Segment Start: DATA FOR ANALYSIS
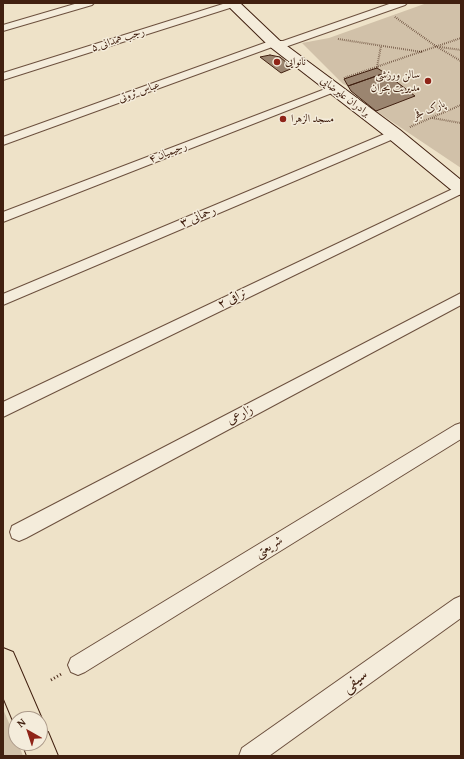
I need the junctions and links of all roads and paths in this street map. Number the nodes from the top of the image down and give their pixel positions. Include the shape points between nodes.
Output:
1 (89, 3) edge
2 (232, 3) edge
3 (382, 3) edge
4 (402, 3) edge
5 (393, 15) dead end
6 (3, 28) edge
7 (461, 38) edge
8 (337, 39) dead end
9 (274, 44) junction
10 (381, 46) junction
11 (437, 47) junction
12 (461, 50) edge
13 (422, 52) junction
14 (461, 62) edge
15 (377, 68) junction
16 (3, 77) edge
17 (337, 84) junction
18 (461, 105) edge
19 (432, 118) junction
20 (461, 123) edge
21 (401, 131) junction
22 (3, 141) edge
23 (461, 189) edge
24 (3, 217) edge
25 (461, 298) edge
26 (3, 300) edge
27 (3, 410) edge
28 (461, 430) edge
29 (19, 532) dead end
30 (461, 606) edge
31 (3, 662) edge
32 (78, 665) dead end
33 (24, 711) edge
34 (250, 756) edge

1 - 6 street
2 - 9 main road, برادران علیرضایی
2 - 16 street, رجب همدانی ۵
3 - 9 street, عباس ثروتی via 278,38
4 - 9 street, عباس ثروتی via 284,44
5 - 11 path
7 - 11 path
8 - 10 path
9 - 17 main road, برادران علیرضایی
9 - 22 street, عباس ثروتی
10 - 13 path
10 - 15 path
11 - 12 path
11 - 13 path
11 - 14 path
13 - 15 path
15 - 17 path
17 - 21 main road, برادران علیرضایی
17 - 24 street, رحیمیان ۴
18 - 19 path, پارک فجر
19 - 20 path
19 - 21 path, پارک فجر
21 - 23 main road, برادران علیرضایی
21 - 26 street, رحمانی ۳
23 - 27 street, نراقی ۲
25 - 29 street, زارعی
28 - 32 street, شریعتی
30 - 34 street, سیفی
31 - 33 highway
Segment End: DATA FOR ANALYSIS
▶ [ABOUT THIS EXERCISE]: Could you reproduce the records above exactly, leaving out the pictures?

▶ [FINAL ANSWER]:
I need the junctions and links of all roads and paths in this street map. Number the nodes from the top of the image down and give their pixel positions. Include the shape points between nodes.
Output:
1 (89, 3) edge
2 (232, 3) edge
3 (382, 3) edge
4 (402, 3) edge
5 (393, 15) dead end
6 (3, 28) edge
7 (461, 38) edge
8 (337, 39) dead end
9 (274, 44) junction
10 (381, 46) junction
11 (437, 47) junction
12 (461, 50) edge
13 (422, 52) junction
14 (461, 62) edge
15 (377, 68) junction
16 (3, 77) edge
17 (337, 84) junction
18 (461, 105) edge
19 (432, 118) junction
20 (461, 123) edge
21 (401, 131) junction
22 (3, 141) edge
23 (461, 189) edge
24 (3, 217) edge
25 (461, 298) edge
26 (3, 300) edge
27 (3, 410) edge
28 (461, 430) edge
29 (19, 532) dead end
30 (461, 606) edge
31 (3, 662) edge
32 (78, 665) dead end
33 (24, 711) edge
34 (250, 756) edge

1 - 6 street
2 - 9 main road, برادران علیرضایی
2 - 16 street, رجب همدانی ۵
3 - 9 street, عباس ثروتی via 278,38
4 - 9 street, عباس ثروتی via 284,44
5 - 11 path
7 - 11 path
8 - 10 path
9 - 17 main road, برادران علیرضایی
9 - 22 street, عباس ثروتی
10 - 13 path
10 - 15 path
11 - 12 path
11 - 13 path
11 - 14 path
13 - 15 path
15 - 17 path
17 - 21 main road, برادران علیرضایی
17 - 24 street, رحیمیان ۴
18 - 19 path, پارک فجر
19 - 20 path
19 - 21 path, پارک فجر
21 - 23 main road, برادران علیرضایی
21 - 26 street, رحمانی ۳
23 - 27 street, نراقی ۲
25 - 29 street, زارعی
28 - 32 street, شریعتی
30 - 34 street, سیفی
31 - 33 highway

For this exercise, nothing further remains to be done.